Instructor: Rebecca Gillaspy

Dr. Gillaspy has taught health science at University of Phoenix and Ashford University and has a degree from Palmer College of Chiropractic.

Every time you play an instrument, ride your bike, balance on one foot, or sing a song, many muscles have to work together. Coordinating those muscle movements is the job of your cerebellum! Let's explore this important part of the brain.

What's A Cerebellum

Hanging down from the back of your brain is a piece of cauliflower. Oh, wait. That's not right.
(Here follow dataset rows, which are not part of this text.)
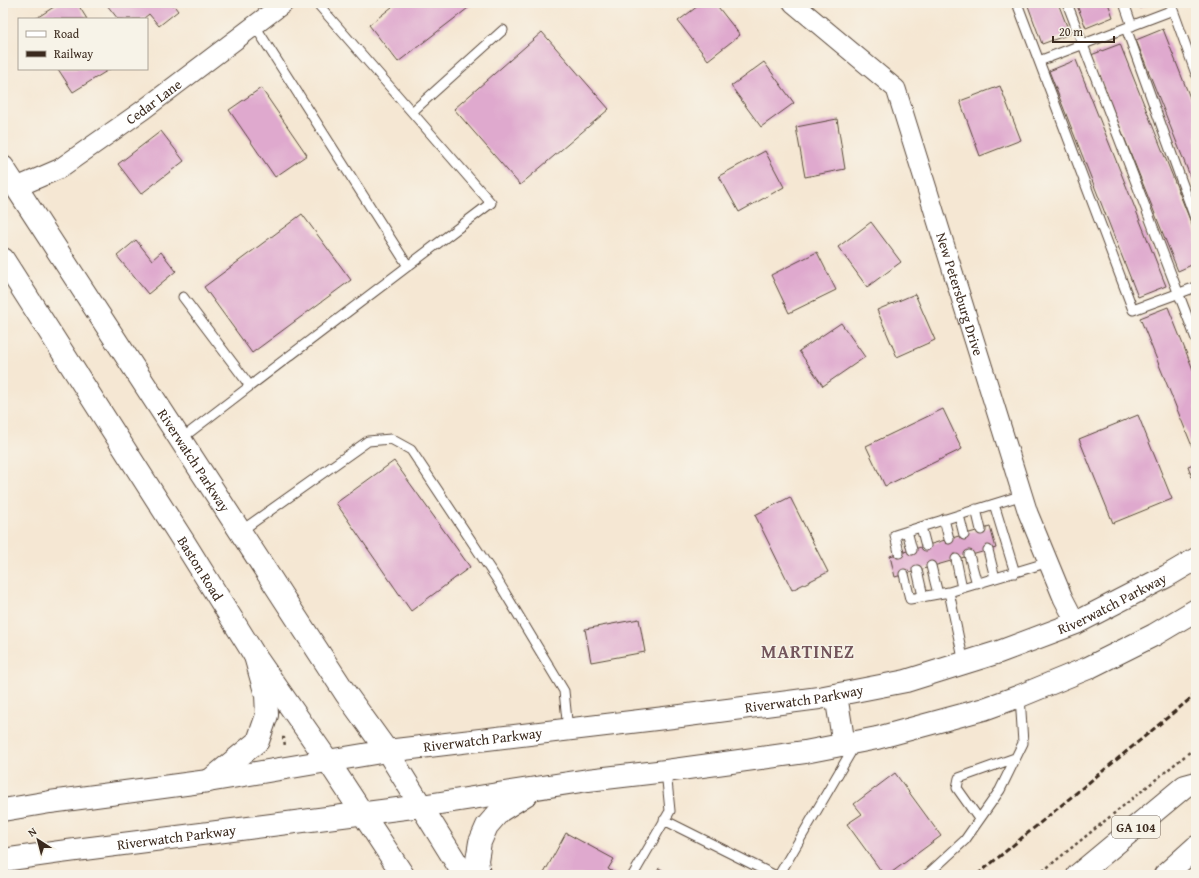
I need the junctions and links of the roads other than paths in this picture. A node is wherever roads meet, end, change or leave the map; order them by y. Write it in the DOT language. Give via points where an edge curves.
graph roads {
  1 [pos="284,3"];
  2 [pos="317,3"];
  3 [pos="793,3"];
  4 [pos="1017,3"];
  5 [pos="1067,3"];
  6 [pos="1124,3"];
  7 [pos="1172,7"];
  8 [pos="255,26"];
  9 [pos="1129,27"];
  10 [pos="503,30"];
  11 [pos="1083,45"];
  12 [pos="1039,61"];
  13 [pos="1196,74"];
  14 [pos="412,112"];
  15 [pos="3,167"];
  16 [pos="9,189"];
  17 [pos="1196,221"];
  18 [pos="3,259"];
  19 [pos="408,266"];
  20 [pos="1196,287"];
  21 [pos="1178,294"];
  22 [pos="183,297"];
  23 [pos="1196,339"];
  24 [pos="250,386"];
  25 [pos="181,439"];
  26 [pos="1023,495"];
  27 [pos="994,504"];
  28 [pos="976,509"];
  29 [pos="959,515"];
  30 [pos="944,519"];
  31 [pos="921,527"];
  32 [pos="981,530"];
  33 [pos="241,531"];
  34 [pos="908,531"];
  35 [pos="964,535"];
  36 [pos="949,539"];
  37 [pos="926,546"];
  38 [pos="912,550"];
  39 [pos="988,550"];
  40 [pos="899,553"];
  41 [pos="970,555"];
  42 [pos="956,559"];
  43 [pos="1196,559"];
  44 [pos="1049,562"];
  45 [pos="931,566"];
  46 [pos="917,570"];
  47 [pos="1015,573"];
  48 [pos="904,574"];
  49 [pos="995,578"];
  50 [pos="977,584"];
  51 [pos="962,588"];
  52 [pos="949,592"];
  53 [pos="938,594"];
  54 [pos="923,596"];
  55 [pos="1196,610"];
  56 [pos="1076,623"];
  57 [pos="255,656"];
  58 [pos="964,663"];
  59 [pos="836,695"];
  60 [pos="1020,696"];
  61 [pos="568,730"];
  62 [pos="850,743"];
  63 [pos="387,751"];
  64 [pos="1015,758"];
  65 [pos="328,761"];
  66 [pos="666,771"];
  67 [pos="208,782"];
  68 [pos="1196,783"];
  69 [pos="537,788"];
  70 [pos="421,806"];
  71 [pos="4,808"];
  72 [pos="364,814"];
  73 [pos="979,819"];
  74 [pos="664,820"];
  75 [pos="1196,847"];
  76 [pos="3,860"];
  77 [pos="403,875"];
  78 [pos="464,875"];
  79 [pos="479,875"];
  80 [pos="633,875"];
  81 [pos="774,875"];
  82 [pos="779,875"];
  83 [pos="927,875"];
  84 [pos="1078,875"];
  85 [pos="1165,875"];
  1 -- 8 [label="street, Cedar Lane"];
  2 -- 14 [label="lane"];
  3 -- 26 [label="street, New Petersburg Drive" via="896,89"];
  4 -- 12 [label="lane"];
  5 -- 11 [label="lane"];
  6 -- 9 [label="lane"];
  7 -- 9 [label="lane"];
  7 -- 13 [label="lane"];
  8 -- 16 [label="street, Cedar Lane" via="144,110 59,169"];
  8 -- 19 [label="lane"];
  9 -- 11 [label="lane"];
  9 -- 17 [label="lane"];
  10 -- 14 [label="lane"];
  11 -- 12 [label="lane"];
  11 -- 21 [label="lane"];
  12 -- 21 [label="lane" via="1134,310"];
  14 -- 19 [label="lane" via="492,204"];
  15 -- 16 [label="main road, Riverwatch Parkway"];
  16 -- 25 [label="main road, Riverwatch Parkway"];
  18 -- 57 [label="main road, Baston Road"];
  19 -- 24 [label="lane"];
  20 -- 21 [label="lane"];
  21 -- 23 [label="lane"];
  22 -- 24 [label="lane"];
  24 -- 25 [label="lane"];
  25 -- 33 [label="main road, Riverwatch Parkway"];
  26 -- 27 [label="lane"];
  26 -- 44 [label="street, New Petersburg Drive"];
  27 -- 28 [label="lane"];
  27 -- 47 [label="lane"];
  28 -- 29 [label="lane"];
  28 -- 32 [label="lane"];
  29 -- 30 [label="lane"];
  29 -- 35 [label="lane"];
  30 -- 31 [label="lane"];
  30 -- 36 [label="lane"];
  31 -- 34 [label="lane"];
  31 -- 37 [label="lane"];
  33 -- 61 [label="lane" via="368,441 391,439 411,450 496,578 564,691"];
  33 -- 63 [label="main road, Riverwatch Parkway" via="346,694"];
  34 -- 38 [label="lane"];
  34 -- 40 [label="lane" via="895,535"];
  39 -- 49 [label="lane"];
  41 -- 50 [label="lane"];
  42 -- 51 [label="lane"];
  43 -- 56 [label="main road, Riverwatch Parkway"];
  44 -- 47 [label="lane"];
  44 -- 56 [label="street, New Petersburg Drive"];
  45 -- 53 [label="lane"];
  46 -- 54 [label="lane"];
  47 -- 49 [label="lane"];
  48 -- 54 [label="lane" via="910,599"];
  49 -- 50 [label="lane"];
  50 -- 51 [label="lane"];
  51 -- 52 [label="lane"];
  52 -- 53 [label="lane"];
  52 -- 58 [label="lane"];
  53 -- 54 [label="lane"];
  55 -- 60 [label="main road, Riverwatch Parkway" via="1154,635 1088,668"];
  56 -- 58 [label="main road, Riverwatch Parkway"];
  57 -- 65 [label="main road, Baston Road"];
  57 -- 67 [label="main road" via="266,695 267,715 258,741"];
  58 -- 59 [label="main road, Riverwatch Parkway" via="906,681"];
  59 -- 61 [label="main road, Riverwatch Parkway"];
  59 -- 62 [label="main road"];
  60 -- 62 [label="main road, Riverwatch Parkway" via="984,709"];
  60 -- 64 [label="lane" via="1023,743"];
  61 -- 63 [label="main road, Riverwatch Parkway"];
  62 -- 66 [label="main road, Riverwatch Parkway" via="805,752"];
  62 -- 82 [label="lane"];
  63 -- 65 [label="main road, Riverwatch Parkway"];
  63 -- 70 [label="main road, Riverwatch Parkway"];
  64 -- 73 [label="lane" via="1000,790"];
  64 -- 73 [label="lane" via="959,778 957,788"];
  65 -- 67 [label="main road, Riverwatch Parkway"];
  65 -- 72 [label="main road, Baston Road"];
  66 -- 69 [label="main road, Riverwatch Parkway"];
  66 -- 74 [label="lane" via="670,811"];
  67 -- 71 [label="main road, Riverwatch Parkway"];
  68 -- 84 [label="main road, GA 104" via="1185,786"];
  69 -- 70 [label="main road, Riverwatch Parkway"];
  69 -- 79 [label="main road" via="500,811 487,826 480,842 477,860"];
  70 -- 72 [label="main road, Riverwatch Parkway"];
  70 -- 78 [label="main road, Riverwatch Parkway"];
  72 -- 76 [label="main road, Riverwatch Parkway"];
  72 -- 77 [label="main road, Baston Road"];
  73 -- 83 [label="lane" via="965,840"];
  74 -- 80 [label="lane"];
  74 -- 81 [label="lane"];
  75 -- 85 [label="main road"];
}
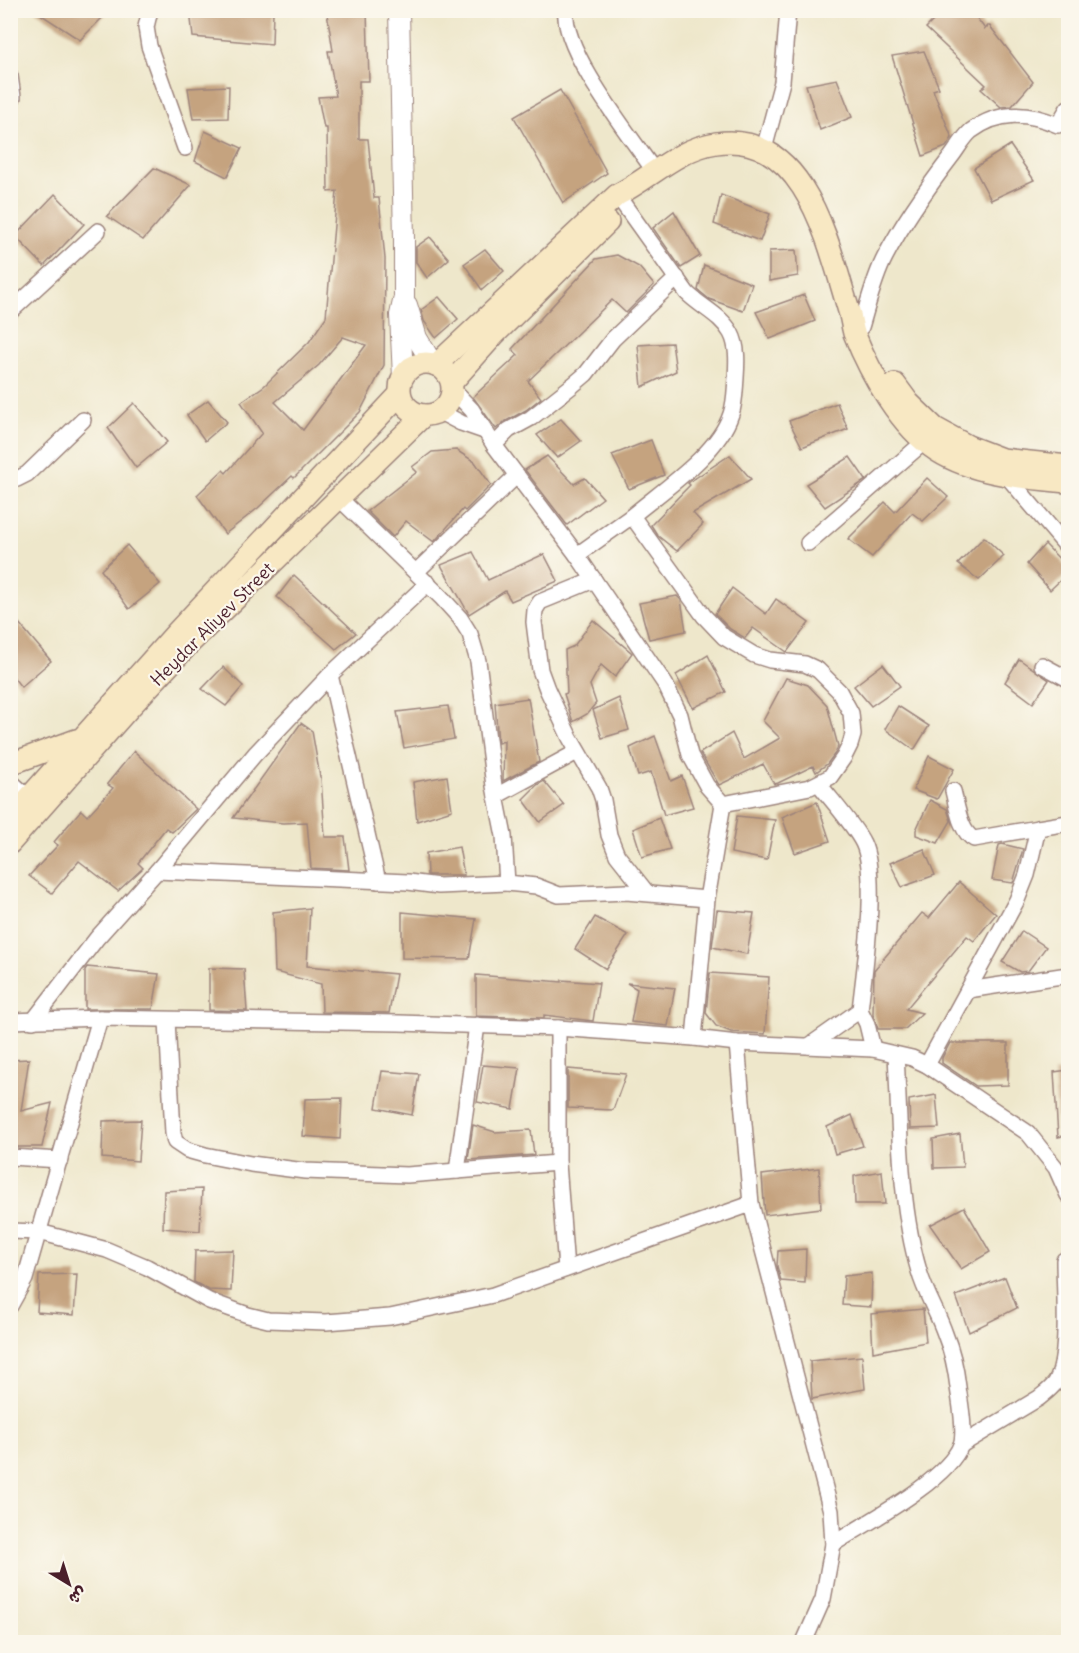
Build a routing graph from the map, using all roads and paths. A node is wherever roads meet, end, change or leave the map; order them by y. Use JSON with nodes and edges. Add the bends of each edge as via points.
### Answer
{"nodes":[{"id":1,"x":150,"y":10,"type":"edge"},
{"id":2,"x":399,"y":10,"type":"edge"},
{"id":3,"x":566,"y":10,"type":"edge"},
{"id":4,"x":788,"y":10,"type":"edge"},
{"id":5,"x":10,"y":76,"type":"edge"},
{"id":6,"x":10,"y":102,"type":"edge"},
{"id":7,"x":1068,"y":108,"type":"edge"},
{"id":8,"x":1063,"y":129,"type":"edge"},
{"id":9,"x":185,"y":148,"type":"dead end"},
{"id":10,"x":764,"y":149,"type":"junction"},
{"id":11,"x":654,"y":172,"type":"junction"},
{"id":12,"x":625,"y":195,"type":"junction"},
{"id":13,"x":98,"y":231,"type":"dead end"},
{"id":14,"x":677,"y":278,"type":"junction"},
{"id":15,"x":404,"y":297,"type":"junction"},
{"id":16,"x":10,"y":312,"type":"edge"},
{"id":17,"x":855,"y":324,"type":"junction"},
{"id":18,"x":434,"y":364,"type":"junction"},
{"id":19,"x":402,"y":386,"type":"junction"},
{"id":20,"x":452,"y":386,"type":"junction"},
{"id":21,"x":432,"y":413,"type":"junction"},
{"id":22,"x":83,"y":420,"type":"dead end"},
{"id":23,"x":484,"y":431,"type":"junction"},
{"id":24,"x":925,"y":441,"type":"junction"},
{"id":25,"x":494,"y":445,"type":"junction"},
{"id":26,"x":1068,"y":466,"type":"edge"},
{"id":27,"x":1006,"y":474,"type":"junction"},
{"id":28,"x":517,"y":475,"type":"junction"},
{"id":29,"x":10,"y":480,"type":"edge"},
{"id":30,"x":1068,"y":482,"type":"edge"},
{"id":31,"x":339,"y":498,"type":"junction"},
{"id":32,"x":632,"y":516,"type":"junction"},
{"id":33,"x":808,"y":543,"type":"dead end"},
{"id":34,"x":1068,"y":548,"type":"edge"},
{"id":35,"x":577,"y":555,"type":"junction"},
{"id":36,"x":416,"y":572,"type":"junction"},
{"id":37,"x":594,"y":580,"type":"junction"},
{"id":38,"x":428,"y":583,"type":"junction"},
{"id":39,"x":1042,"y":664,"type":"dead end"},
{"id":40,"x":330,"y":675,"type":"junction"},
{"id":41,"x":1068,"y":678,"type":"edge"},
{"id":42,"x":82,"y":738,"type":"junction"},
{"id":43,"x":578,"y":752,"type":"junction"},
{"id":44,"x":12,"y":766,"type":"edge"},
{"id":45,"x":819,"y":784,"type":"junction"},
{"id":46,"x":953,"y":791,"type":"dead end"},
{"id":47,"x":496,"y":796,"type":"junction"},
{"id":48,"x":29,"y":798,"type":"junction"},
{"id":49,"x":723,"y":804,"type":"junction"},
{"id":50,"x":12,"y":816,"type":"edge"},
{"id":51,"x":1068,"y":823,"type":"edge"},
{"id":52,"x":1038,"y":828,"type":"junction"},
{"id":53,"x":10,"y":843,"type":"edge"},
{"id":54,"x":158,"y":871,"type":"junction"},
{"id":55,"x":378,"y":881,"type":"junction"},
{"id":56,"x":507,"y":883,"type":"junction"},
{"id":57,"x":647,"y":894,"type":"junction"},
{"id":58,"x":708,"y":899,"type":"junction"},
{"id":59,"x":1068,"y":975,"type":"edge"},
{"id":60,"x":968,"y":990,"type":"junction"},
{"id":61,"x":860,"y":1010,"type":"junction"},
{"id":62,"x":100,"y":1018,"type":"junction"},
{"id":63,"x":166,"y":1020,"type":"junction"},
{"id":64,"x":10,"y":1021,"type":"edge"},
{"id":65,"x":33,"y":1021,"type":"junction"},
{"id":66,"x":477,"y":1025,"type":"junction"},
{"id":67,"x":558,"y":1028,"type":"junction"},
{"id":68,"x":694,"y":1038,"type":"junction"},
{"id":69,"x":737,"y":1043,"type":"junction"},
{"id":70,"x":809,"y":1046,"type":"junction"},
{"id":71,"x":873,"y":1049,"type":"junction"},
{"id":72,"x":896,"y":1055,"type":"junction"},
{"id":73,"x":927,"y":1065,"type":"junction"},
{"id":74,"x":10,"y":1157,"type":"edge"},
{"id":75,"x":60,"y":1160,"type":"junction"},
{"id":76,"x":558,"y":1163,"type":"junction"},
{"id":77,"x":457,"y":1171,"type":"junction"},
{"id":78,"x":1068,"y":1194,"type":"edge"},
{"id":79,"x":751,"y":1204,"type":"junction"},
{"id":80,"x":10,"y":1231,"type":"edge"},
{"id":81,"x":39,"y":1232,"type":"junction"},
{"id":82,"x":1064,"y":1260,"type":"dead end"},
{"id":83,"x":566,"y":1269,"type":"junction"},
{"id":84,"x":10,"y":1306,"type":"edge"},
{"id":85,"x":961,"y":1445,"type":"junction"},
{"id":86,"x":833,"y":1544,"type":"junction"},
{"id":87,"x":804,"y":1642,"type":"edge"}],
"edges":[{"from":1,"to":9,"type":"street","via":[[146,27],[149,46]]},
{"from":2,"to":15,"type":"street"},
{"from":3,"to":11,"type":"street","via":[[568,32],[588,74]]},
{"from":4,"to":10,"type":"street","via":[[782,82]]},
{"from":5,"to":6,"type":"street"},
{"from":7,"to":8,"type":"street"},
{"from":8,"to":17,"type":"street","via":[[1031,115],[999,117],[967,136],[884,258]]},
{"from":10,"to":11,"type":"main road","via":[[745,143],[696,147]]},
{"from":10,"to":17,"type":"main road","via":[[795,176],[811,201]]},
{"from":11,"to":12,"type":"main road"},
{"from":12,"to":14,"type":"street"},
{"from":12,"to":18,"type":"main road"},
{"from":12,"to":20,"type":"main road","via":[[494,335]]},
{"from":13,"to":16,"type":"street"},
{"from":14,"to":25,"type":"street","via":[[613,339],[586,374]]},
{"from":14,"to":32,"type":"street","via":[[696,302],[717,316],[732,334],[737,353],[731,414],[702,457]]},
{"from":15,"to":18,"type":"street","via":[[417,338]]},
{"from":15,"to":19,"type":"street","via":[[400,315]]},
{"from":17,"to":24,"type":"main road","via":[[882,388]]},
{"from":17,"to":26,"type":"main road","via":[[909,403],[935,428],[1002,459]]},
{"from":18,"to":19,"type":"main road","via":[[415,365]]},
{"from":18,"to":20,"type":"main road","via":[[447,372]]},
{"from":19,"to":21,"type":"main road","via":[[403,401],[411,411]]},
{"from":19,"to":42,"type":"main road","name":"Heydar Aliyev Street"},
{"from":20,"to":21,"type":"main road","via":[[447,405]]},
{"from":20,"to":23,"type":"street"},
{"from":21,"to":23,"type":"street"},
{"from":21,"to":31,"type":"main road","name":"Heydar Aliyev Street"},
{"from":22,"to":29,"type":"street","via":[[27,474]]},
{"from":23,"to":25,"type":"street"},
{"from":24,"to":27,"type":"main road","via":[[963,464]]},
{"from":24,"to":33,"type":"street"},
{"from":25,"to":28,"type":"street"},
{"from":27,"to":30,"type":"main road"},
{"from":27,"to":34,"type":"street"},
{"from":28,"to":35,"type":"street"},
{"from":28,"to":36,"type":"street"},
{"from":31,"to":36,"type":"street"},
{"from":31,"to":53,"type":"main road","name":"Heydar Aliyev Street","via":[[188,645]]},
{"from":32,"to":35,"type":"street"},
{"from":32,"to":45,"type":"street","via":[[704,616],[724,637],[754,655],[818,670],[839,691],[851,713],[853,735],[844,758],[830,777]]},
{"from":35,"to":37,"type":"street"},
{"from":36,"to":38,"type":"street"},
{"from":37,"to":43,"type":"street","via":[[540,602],[535,610],[540,670]]},
{"from":37,"to":49,"type":"street","via":[[669,691],[690,755],[706,786]]},
{"from":38,"to":40,"type":"street"},
{"from":38,"to":47,"type":"street","via":[[470,634],[478,661]]},
{"from":39,"to":41,"type":"street"},
{"from":40,"to":54,"type":"street","via":[[255,754]]},
{"from":40,"to":55,"type":"street"},
{"from":42,"to":44,"type":"main road"},
{"from":42,"to":48,"type":"main road","name":"Heydar Aliyev Street"},
{"from":43,"to":47,"type":"street"},
{"from":43,"to":57,"type":"street","via":[[599,788],[617,855]]},
{"from":44,"to":48,"type":"street"},
{"from":45,"to":49,"type":"street"},
{"from":45,"to":61,"type":"street","via":[[863,842],[868,855],[869,906]]},
{"from":46,"to":52,"type":"street","via":[[963,825],[974,839]]},
{"from":47,"to":56,"type":"street"},
{"from":48,"to":50,"type":"main road","name":"Heydar Aliyev Street"},
{"from":49,"to":58,"type":"street"},
{"from":51,"to":52,"type":"street"},
{"from":52,"to":60,"type":"street","via":[[1017,900]]},
{"from":54,"to":55,"type":"street"},
{"from":54,"to":65,"type":"street","via":[[97,938]]},
{"from":55,"to":56,"type":"street","via":[[439,886]]},
{"from":56,"to":57,"type":"street","via":[[536,886],[560,895]]},
{"from":57,"to":58,"type":"street"},
{"from":58,"to":68,"type":"street"},
{"from":59,"to":60,"type":"street"},
{"from":60,"to":73,"type":"street"},
{"from":61,"to":70,"type":"street"},
{"from":61,"to":71,"type":"street"},
{"from":62,"to":63,"type":"street"},
{"from":62,"to":65,"type":"street"},
{"from":62,"to":75,"type":"street"},
{"from":63,"to":66,"type":"street"},
{"from":63,"to":77,"type":"street","via":[[173,1133],[181,1146],[205,1155],[305,1171],[407,1175]]},
{"from":64,"to":65,"type":"street"},
{"from":66,"to":67,"type":"street"},
{"from":66,"to":77,"type":"street"},
{"from":67,"to":68,"type":"street"},
{"from":67,"to":76,"type":"street"},
{"from":68,"to":69,"type":"street"},
{"from":69,"to":70,"type":"street"},
{"from":69,"to":79,"type":"street"},
{"from":70,"to":71,"type":"street"},
{"from":71,"to":72,"type":"street"},
{"from":72,"to":73,"type":"street"},
{"from":72,"to":85,"type":"street","via":[[909,1227],[919,1272],[952,1356],[960,1401]]},
{"from":73,"to":78,"type":"street","via":[[1028,1133],[1056,1168]]},
{"from":74,"to":75,"type":"street"},
{"from":75,"to":81,"type":"street"},
{"from":76,"to":77,"type":"street"},
{"from":76,"to":83,"type":"street"},
{"from":79,"to":83,"type":"street"},
{"from":79,"to":86,"type":"street","via":[[831,1511]]},
{"from":80,"to":81,"type":"street"},
{"from":81,"to":83,"type":"street","via":[[128,1258],[227,1309],[286,1322],[326,1323],[401,1315],[494,1295]]},
{"from":81,"to":84,"type":"street","via":[[25,1279]]},
{"from":82,"to":85,"type":"street","via":[[1064,1355],[1057,1381],[1039,1398]]},
{"from":85,"to":86,"type":"street","via":[[954,1457],[917,1491]]},
{"from":86,"to":87,"type":"street","via":[[823,1599]]}]}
You don't have vegetables growing in your head, but the cerebellum is a wrinkly bundle of grayish-white brain tissue that looks like a piece of cauliflower.

The cerebellum likes like a piece of cauliflower.

Don't let the cerebellum's funny look fool you--this part of your brain is the reason you can balance on a skateboard, play the piano, and touch your finger to your nose without poking yourself in the eye.

Where Is The Cerebellum?

Your cerebellum sits under and behind your brain. If you wrap the palm of your hand around the back of your neck and then slide your hand up until you feel the hard, bony skull under your hand, you'll find the spot where your cerebellum sits beneath your skull.

The cerebellum is behind and below the brain.

The cerebellum has a nickname. It's sometimes called the 'little brain' because if you look at the brain from above or the side, the cerebellum looks like a little brother or sister to the main part of the brain.

One way you can recall the name and location of the cerebellum is to think of the cerebellum as a 'bell' that hangs from the back of your brain.

The cerebellum hangs like a bell off the back of the brain.

What Does The Cerebellum Do?

Let's do an experiment. Stretch your arms out to each side as far as they will go. Now, bend your arms and touch the pointer finger of each hand to the tip of your nose. Did you hit your target? If you did, you can thank your cerebellum!

The main job of the cerebellum is to coordinate your movements, which means it tells your muscles how to move together so that your movements are smooth and on target. If your cerebellum wasn't working, your finger might have ended up inside your nose, not on top of it.